Хорхе Борхес - Обсуждение
Одного вводного оборота «после удаления готов» достаточно, чтобы почувствовать: этот стиль работает опосредованиями, упрощая и обобщая смысл до полной невещественности. Автор разворачивает перед нами игру символов – игру, спору нет, строго организованную, но наполнить ее жизнью – дело нас самих. Ничего, собственно, выразительного здесь нет. Реальность попросту регистрируется, а вовсе не воплощается в образах. Многочисленные упоминания о будущем, на которое нам намекают, возможны лишь при богатейшем совместном опыте, общем восприятии, единых реакциях; все это входит в текст, но отнюдь не содержится в нем. Скажу еще ясней: текст описывает не первичное соприкосновение с реальностью, а итог его окончательной обработки с помощью понятий.

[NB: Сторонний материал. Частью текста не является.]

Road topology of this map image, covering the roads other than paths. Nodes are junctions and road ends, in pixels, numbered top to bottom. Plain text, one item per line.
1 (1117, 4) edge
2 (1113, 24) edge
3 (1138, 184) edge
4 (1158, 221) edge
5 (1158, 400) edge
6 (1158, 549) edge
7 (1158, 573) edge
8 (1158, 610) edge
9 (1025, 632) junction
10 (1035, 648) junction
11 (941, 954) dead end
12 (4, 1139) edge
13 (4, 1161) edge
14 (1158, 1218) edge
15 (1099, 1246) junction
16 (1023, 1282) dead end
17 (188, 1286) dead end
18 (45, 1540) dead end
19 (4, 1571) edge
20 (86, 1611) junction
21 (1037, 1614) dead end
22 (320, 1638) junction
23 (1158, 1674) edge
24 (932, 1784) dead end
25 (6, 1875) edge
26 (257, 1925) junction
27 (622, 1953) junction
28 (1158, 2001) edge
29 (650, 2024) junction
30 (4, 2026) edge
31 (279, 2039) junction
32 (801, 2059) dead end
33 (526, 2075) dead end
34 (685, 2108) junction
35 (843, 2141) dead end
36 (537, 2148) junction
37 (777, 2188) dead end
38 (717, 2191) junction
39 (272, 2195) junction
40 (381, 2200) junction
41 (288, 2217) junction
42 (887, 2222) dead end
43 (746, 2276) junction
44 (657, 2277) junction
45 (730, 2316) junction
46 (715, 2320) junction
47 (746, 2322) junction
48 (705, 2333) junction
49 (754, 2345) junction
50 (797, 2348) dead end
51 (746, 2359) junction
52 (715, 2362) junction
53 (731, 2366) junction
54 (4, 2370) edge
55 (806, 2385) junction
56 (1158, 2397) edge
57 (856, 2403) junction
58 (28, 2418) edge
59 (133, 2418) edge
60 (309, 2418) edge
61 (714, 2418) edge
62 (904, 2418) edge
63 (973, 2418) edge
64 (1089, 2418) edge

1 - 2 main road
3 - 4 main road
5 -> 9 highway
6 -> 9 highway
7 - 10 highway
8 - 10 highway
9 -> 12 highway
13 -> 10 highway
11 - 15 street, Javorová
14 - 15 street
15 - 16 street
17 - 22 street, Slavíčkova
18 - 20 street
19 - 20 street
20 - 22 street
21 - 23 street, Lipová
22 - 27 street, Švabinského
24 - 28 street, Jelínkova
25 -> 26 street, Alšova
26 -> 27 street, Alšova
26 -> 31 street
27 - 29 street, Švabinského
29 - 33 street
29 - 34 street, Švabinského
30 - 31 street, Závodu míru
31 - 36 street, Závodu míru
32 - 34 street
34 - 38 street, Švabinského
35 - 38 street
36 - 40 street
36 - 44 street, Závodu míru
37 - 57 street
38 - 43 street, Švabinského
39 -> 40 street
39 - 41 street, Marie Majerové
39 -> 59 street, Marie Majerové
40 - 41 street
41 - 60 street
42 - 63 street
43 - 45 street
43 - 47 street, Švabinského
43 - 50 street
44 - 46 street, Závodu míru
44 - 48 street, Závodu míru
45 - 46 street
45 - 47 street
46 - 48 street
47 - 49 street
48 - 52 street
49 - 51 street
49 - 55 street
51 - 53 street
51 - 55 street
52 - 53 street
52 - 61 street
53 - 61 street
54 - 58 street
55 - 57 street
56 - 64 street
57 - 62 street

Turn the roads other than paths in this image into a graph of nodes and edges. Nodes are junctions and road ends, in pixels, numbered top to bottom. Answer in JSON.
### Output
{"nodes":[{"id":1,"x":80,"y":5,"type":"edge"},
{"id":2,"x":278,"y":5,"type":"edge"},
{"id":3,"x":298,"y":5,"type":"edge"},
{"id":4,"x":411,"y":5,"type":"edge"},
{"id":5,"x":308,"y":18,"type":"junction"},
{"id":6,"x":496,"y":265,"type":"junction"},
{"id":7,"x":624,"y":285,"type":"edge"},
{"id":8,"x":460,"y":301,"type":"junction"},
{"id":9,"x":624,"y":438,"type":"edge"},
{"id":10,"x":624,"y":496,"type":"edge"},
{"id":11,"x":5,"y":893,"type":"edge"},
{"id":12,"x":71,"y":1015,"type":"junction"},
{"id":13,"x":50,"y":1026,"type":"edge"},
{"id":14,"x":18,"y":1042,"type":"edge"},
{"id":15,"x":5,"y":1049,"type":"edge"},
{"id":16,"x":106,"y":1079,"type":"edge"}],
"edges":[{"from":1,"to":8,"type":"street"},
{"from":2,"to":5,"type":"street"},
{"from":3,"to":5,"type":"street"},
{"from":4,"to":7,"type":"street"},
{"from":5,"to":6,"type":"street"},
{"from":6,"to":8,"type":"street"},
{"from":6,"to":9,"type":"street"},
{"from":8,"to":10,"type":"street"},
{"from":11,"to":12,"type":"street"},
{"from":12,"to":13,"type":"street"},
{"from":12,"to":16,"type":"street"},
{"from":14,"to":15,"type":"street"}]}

Это и составляет суть классического метода, им, как правило, пользуются Вольтер, Свифт, Сервантес. Приведу еще один, выходящий уже за всякие границы пример из этого последнего: «В конце концов он почел за нужное, воспользовавшись отсутствием Ансельмо, сжать кольцо осады, а затем, вооруженный похвалами ее красоте, напал на ее честолюбие, оттого что бойницы тщеславия, гнездящегося в сердцах красавиц, быстрее всего разрушит и сровняет с землей само же тщеславие, вложенное в льстивые уста. И точно: не поскупившись на боевые припасы, он столь проворно повел подкоп под скалу ее целомудрия, что если б даже Камилла была из мрамора, то и тогда бы неминуемо рухнула. Лотарио рыдал, молил, сулил, льстил, настаивал, притворялся – с такими движениями сердца и по виду столь искренне, что стыдливость Камиллы дрогнула, и он одержал победу, на которую менее всего надеялся и которой более всего желал» («Дон Кихот», I, 34).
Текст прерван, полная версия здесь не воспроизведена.